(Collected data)
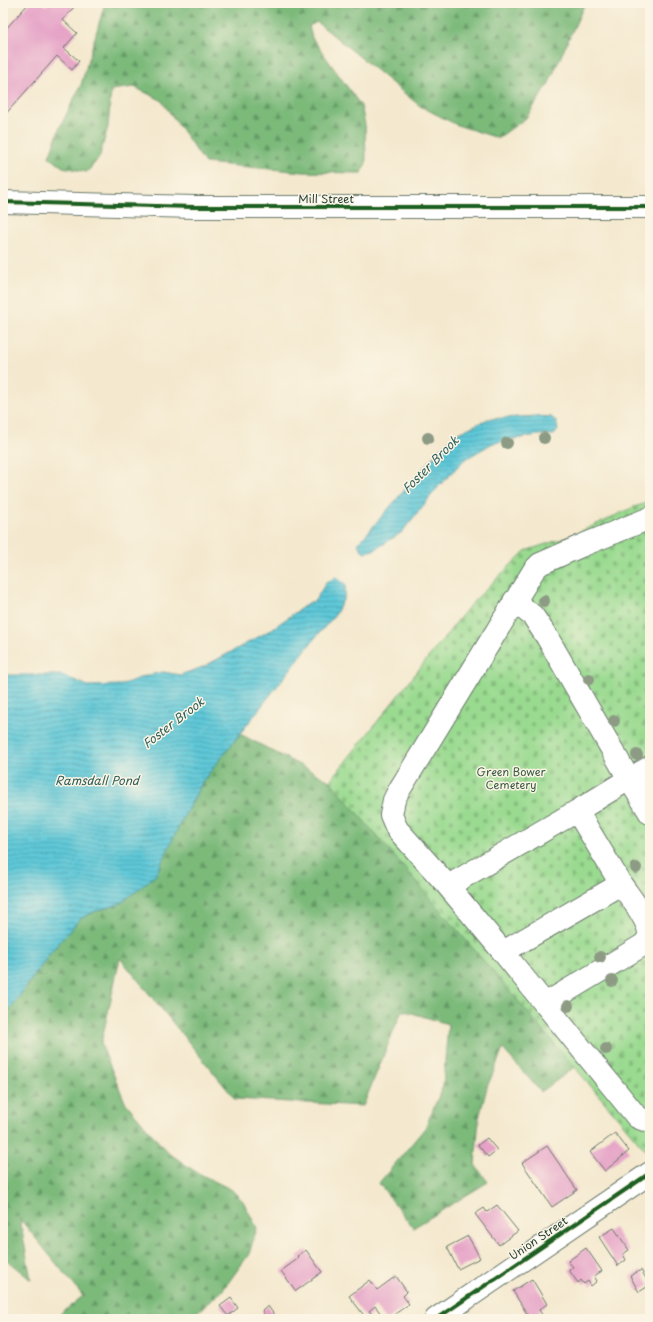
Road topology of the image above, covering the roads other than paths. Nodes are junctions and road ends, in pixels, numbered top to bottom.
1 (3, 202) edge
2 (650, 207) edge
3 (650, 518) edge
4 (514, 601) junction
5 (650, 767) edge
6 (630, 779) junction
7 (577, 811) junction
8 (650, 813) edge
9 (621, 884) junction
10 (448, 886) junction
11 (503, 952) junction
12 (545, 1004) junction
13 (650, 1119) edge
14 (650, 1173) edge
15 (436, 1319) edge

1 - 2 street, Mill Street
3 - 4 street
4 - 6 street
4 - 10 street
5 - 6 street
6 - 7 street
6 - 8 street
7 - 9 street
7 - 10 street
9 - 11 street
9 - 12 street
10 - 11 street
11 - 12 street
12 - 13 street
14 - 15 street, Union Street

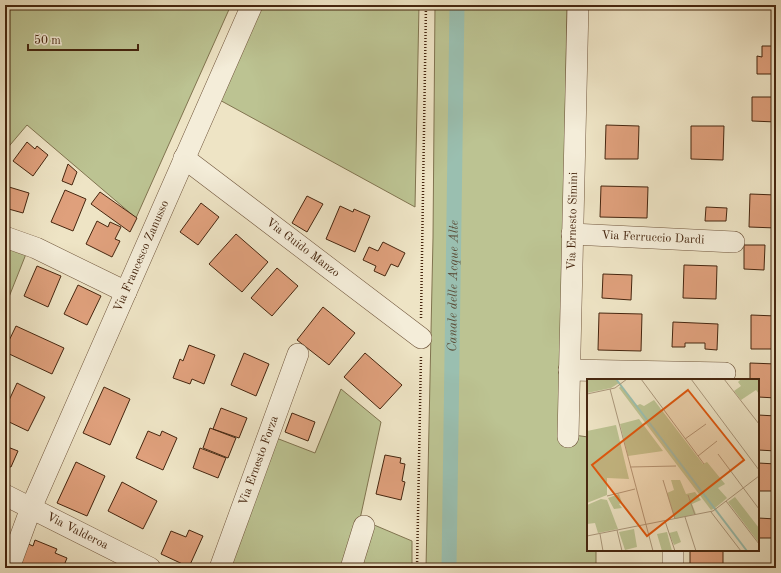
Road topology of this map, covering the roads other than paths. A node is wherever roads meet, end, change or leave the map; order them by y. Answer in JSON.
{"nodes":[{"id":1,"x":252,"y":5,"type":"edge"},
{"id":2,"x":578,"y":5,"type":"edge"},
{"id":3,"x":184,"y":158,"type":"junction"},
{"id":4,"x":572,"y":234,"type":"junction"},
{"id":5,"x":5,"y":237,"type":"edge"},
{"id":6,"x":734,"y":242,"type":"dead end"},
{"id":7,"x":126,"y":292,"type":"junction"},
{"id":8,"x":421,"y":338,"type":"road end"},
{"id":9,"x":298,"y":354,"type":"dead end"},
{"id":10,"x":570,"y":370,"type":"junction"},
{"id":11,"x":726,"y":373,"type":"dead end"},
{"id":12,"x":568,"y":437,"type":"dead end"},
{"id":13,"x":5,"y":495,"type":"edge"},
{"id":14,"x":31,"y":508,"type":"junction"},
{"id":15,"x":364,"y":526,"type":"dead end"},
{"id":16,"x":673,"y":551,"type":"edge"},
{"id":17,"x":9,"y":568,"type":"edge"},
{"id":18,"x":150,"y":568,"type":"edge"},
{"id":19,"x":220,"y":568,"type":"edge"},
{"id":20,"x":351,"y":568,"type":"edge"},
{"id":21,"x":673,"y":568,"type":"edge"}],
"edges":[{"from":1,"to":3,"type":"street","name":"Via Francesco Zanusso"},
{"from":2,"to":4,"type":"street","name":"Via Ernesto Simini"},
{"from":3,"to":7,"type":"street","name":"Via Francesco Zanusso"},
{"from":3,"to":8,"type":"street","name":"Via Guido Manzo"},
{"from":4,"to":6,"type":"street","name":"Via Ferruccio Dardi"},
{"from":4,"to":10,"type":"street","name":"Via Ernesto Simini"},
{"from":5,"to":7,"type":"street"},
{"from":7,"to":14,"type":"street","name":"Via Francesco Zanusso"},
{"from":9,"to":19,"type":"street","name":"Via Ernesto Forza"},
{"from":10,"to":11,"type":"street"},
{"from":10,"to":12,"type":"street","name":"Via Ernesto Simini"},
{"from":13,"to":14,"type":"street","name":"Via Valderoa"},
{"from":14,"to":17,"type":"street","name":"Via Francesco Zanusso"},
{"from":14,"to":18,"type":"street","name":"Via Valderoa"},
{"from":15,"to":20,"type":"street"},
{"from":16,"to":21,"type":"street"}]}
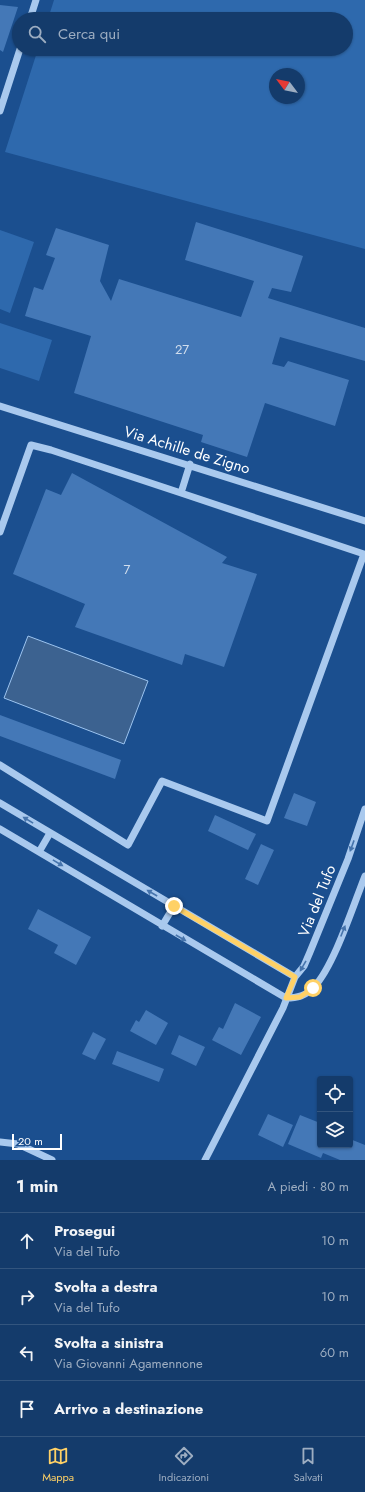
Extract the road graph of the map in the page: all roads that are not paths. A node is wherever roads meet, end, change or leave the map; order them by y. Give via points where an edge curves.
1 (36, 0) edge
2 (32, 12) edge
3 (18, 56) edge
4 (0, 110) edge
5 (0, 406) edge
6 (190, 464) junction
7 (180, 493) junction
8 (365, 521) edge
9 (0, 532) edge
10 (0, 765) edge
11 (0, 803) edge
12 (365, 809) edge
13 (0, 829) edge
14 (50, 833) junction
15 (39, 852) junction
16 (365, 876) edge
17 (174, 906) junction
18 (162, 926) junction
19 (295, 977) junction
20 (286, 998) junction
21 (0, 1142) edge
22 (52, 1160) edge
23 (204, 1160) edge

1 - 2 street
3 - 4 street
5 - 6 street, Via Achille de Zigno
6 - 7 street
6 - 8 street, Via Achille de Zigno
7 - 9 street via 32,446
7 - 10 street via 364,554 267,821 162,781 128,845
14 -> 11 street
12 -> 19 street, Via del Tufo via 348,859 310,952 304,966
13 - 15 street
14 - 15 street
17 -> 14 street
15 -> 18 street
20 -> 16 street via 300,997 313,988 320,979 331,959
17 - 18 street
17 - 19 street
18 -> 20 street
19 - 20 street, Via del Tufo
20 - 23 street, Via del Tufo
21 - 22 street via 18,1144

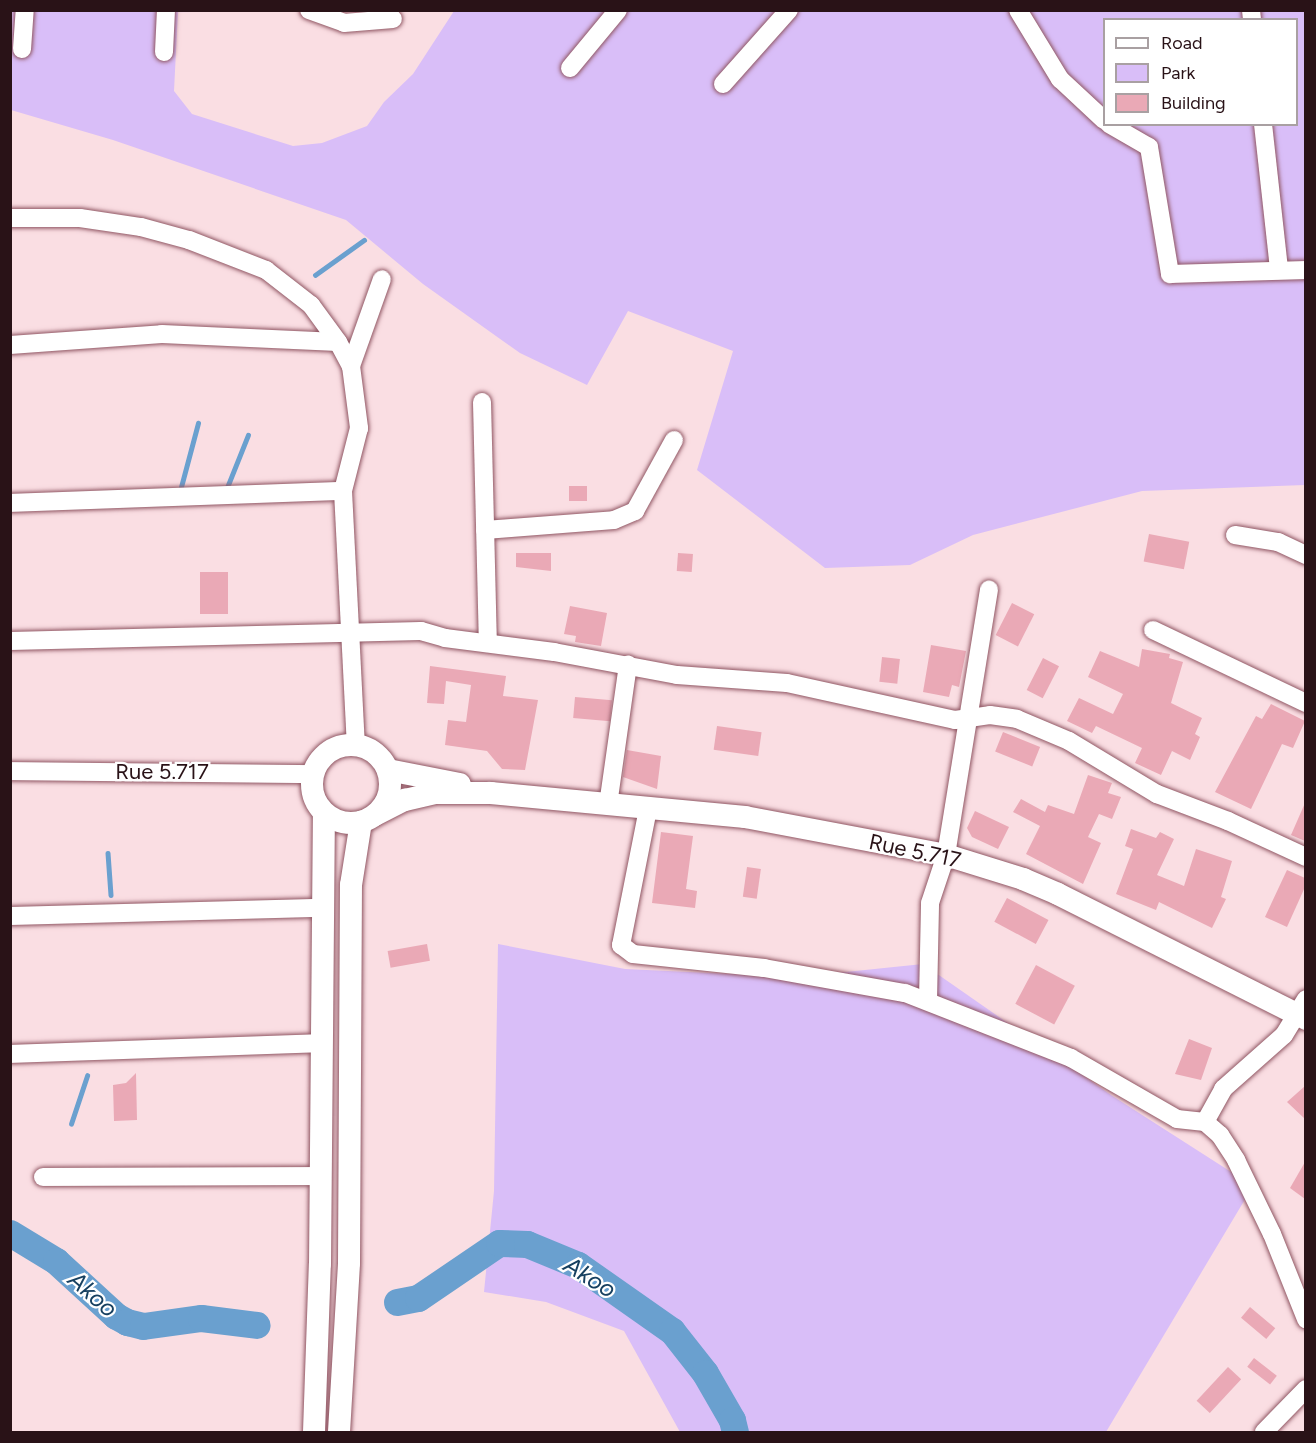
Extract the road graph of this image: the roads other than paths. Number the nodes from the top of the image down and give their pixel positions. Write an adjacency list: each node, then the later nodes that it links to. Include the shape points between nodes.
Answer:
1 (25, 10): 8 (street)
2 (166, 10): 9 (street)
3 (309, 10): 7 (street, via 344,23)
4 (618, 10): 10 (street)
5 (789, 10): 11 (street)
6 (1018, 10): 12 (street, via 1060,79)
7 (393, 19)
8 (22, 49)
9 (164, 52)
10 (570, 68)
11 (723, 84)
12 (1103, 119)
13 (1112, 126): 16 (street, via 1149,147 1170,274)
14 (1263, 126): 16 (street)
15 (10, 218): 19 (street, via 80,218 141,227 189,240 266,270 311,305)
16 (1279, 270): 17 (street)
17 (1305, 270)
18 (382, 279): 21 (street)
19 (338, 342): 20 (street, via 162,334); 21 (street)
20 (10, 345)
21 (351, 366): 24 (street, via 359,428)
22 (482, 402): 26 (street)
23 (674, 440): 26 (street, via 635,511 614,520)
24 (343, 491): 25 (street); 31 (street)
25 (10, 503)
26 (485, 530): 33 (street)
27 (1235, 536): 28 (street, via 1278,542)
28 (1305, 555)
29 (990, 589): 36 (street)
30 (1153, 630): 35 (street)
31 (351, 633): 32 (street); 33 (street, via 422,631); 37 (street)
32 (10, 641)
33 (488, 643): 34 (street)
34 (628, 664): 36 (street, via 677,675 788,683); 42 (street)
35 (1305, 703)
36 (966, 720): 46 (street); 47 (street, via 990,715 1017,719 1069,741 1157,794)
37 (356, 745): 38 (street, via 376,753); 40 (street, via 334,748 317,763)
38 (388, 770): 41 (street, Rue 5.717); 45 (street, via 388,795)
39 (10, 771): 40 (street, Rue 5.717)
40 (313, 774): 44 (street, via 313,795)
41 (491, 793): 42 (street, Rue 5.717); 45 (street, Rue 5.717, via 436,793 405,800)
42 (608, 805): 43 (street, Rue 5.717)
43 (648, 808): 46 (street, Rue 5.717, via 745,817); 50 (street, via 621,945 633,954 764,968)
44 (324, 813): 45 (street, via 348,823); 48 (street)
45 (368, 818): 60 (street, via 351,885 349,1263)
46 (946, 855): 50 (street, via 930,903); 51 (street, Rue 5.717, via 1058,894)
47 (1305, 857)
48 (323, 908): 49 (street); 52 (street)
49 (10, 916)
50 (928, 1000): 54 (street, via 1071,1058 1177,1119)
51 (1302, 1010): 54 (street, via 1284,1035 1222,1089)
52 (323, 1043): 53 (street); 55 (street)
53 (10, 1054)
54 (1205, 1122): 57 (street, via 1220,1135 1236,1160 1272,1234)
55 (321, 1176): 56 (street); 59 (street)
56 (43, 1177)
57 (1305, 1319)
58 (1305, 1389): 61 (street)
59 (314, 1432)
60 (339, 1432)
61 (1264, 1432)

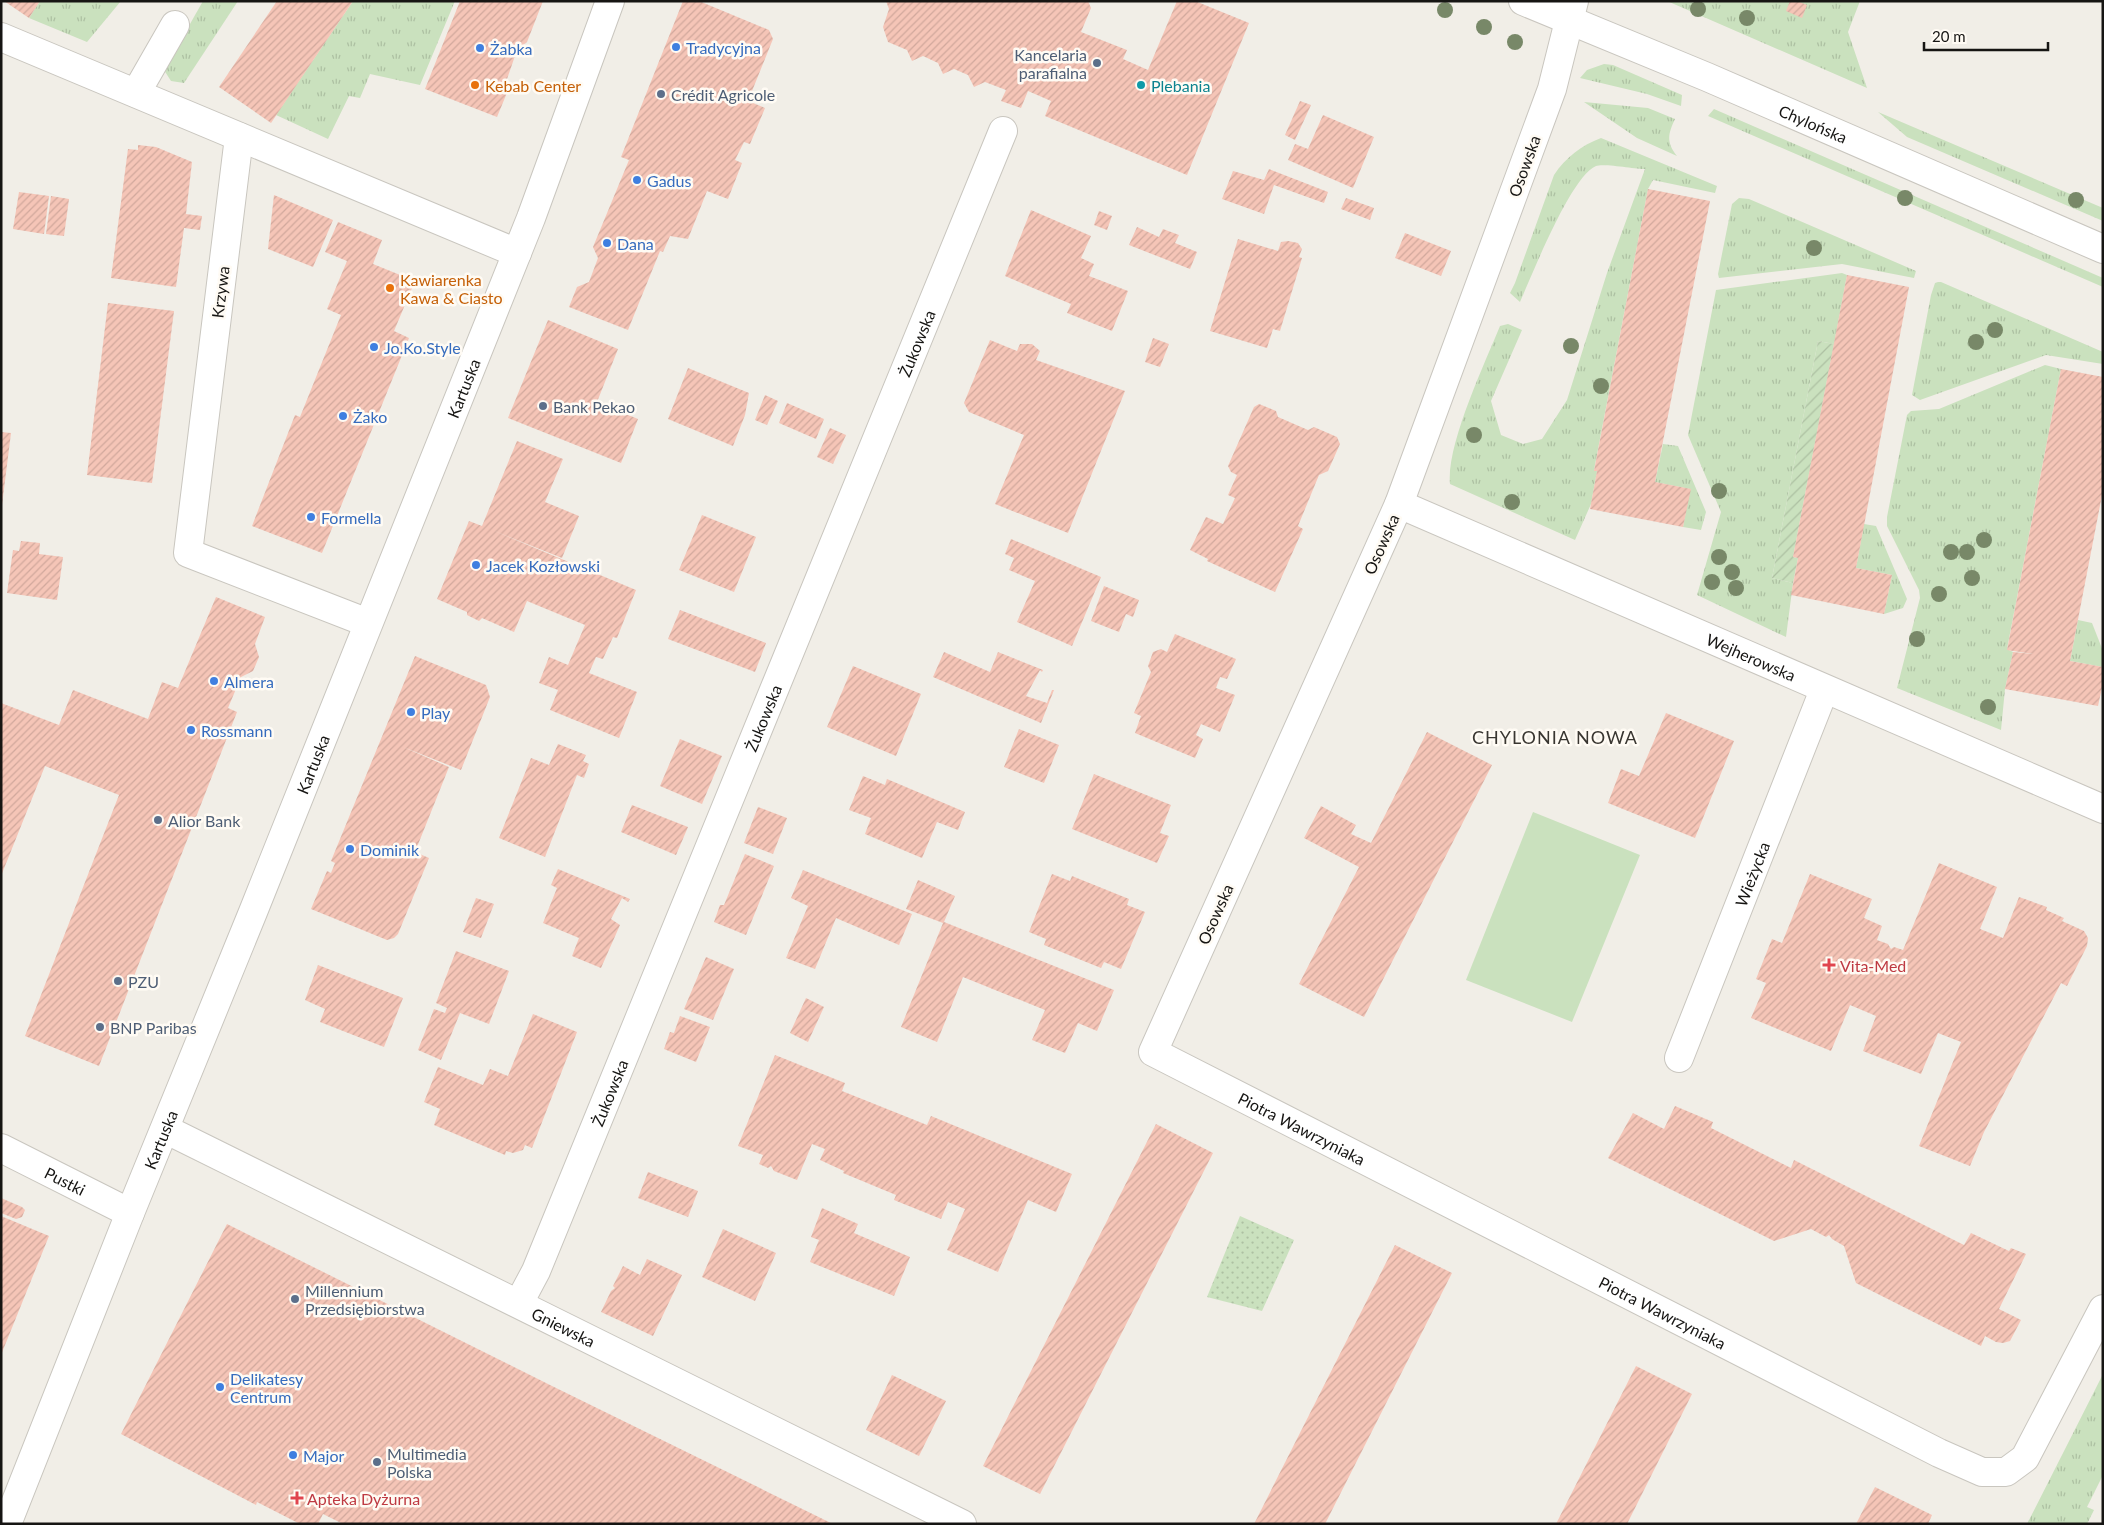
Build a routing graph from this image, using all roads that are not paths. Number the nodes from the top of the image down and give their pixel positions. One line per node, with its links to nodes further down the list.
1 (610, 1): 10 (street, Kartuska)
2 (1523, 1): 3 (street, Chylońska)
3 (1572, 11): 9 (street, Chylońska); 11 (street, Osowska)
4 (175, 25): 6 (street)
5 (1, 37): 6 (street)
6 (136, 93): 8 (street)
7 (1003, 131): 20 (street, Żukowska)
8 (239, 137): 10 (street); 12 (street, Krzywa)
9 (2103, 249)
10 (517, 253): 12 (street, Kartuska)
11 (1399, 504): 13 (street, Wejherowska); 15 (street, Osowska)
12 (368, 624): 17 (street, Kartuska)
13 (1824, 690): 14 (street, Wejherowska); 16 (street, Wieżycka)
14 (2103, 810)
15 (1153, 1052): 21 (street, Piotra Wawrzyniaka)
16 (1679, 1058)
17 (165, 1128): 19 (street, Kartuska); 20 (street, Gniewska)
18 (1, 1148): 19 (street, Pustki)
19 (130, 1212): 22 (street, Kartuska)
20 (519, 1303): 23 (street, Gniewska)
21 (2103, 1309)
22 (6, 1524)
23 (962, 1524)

**Exercise description**
The word "positions" appears in how many lines of the data? Answer with only the number.

**Reply to the task**
2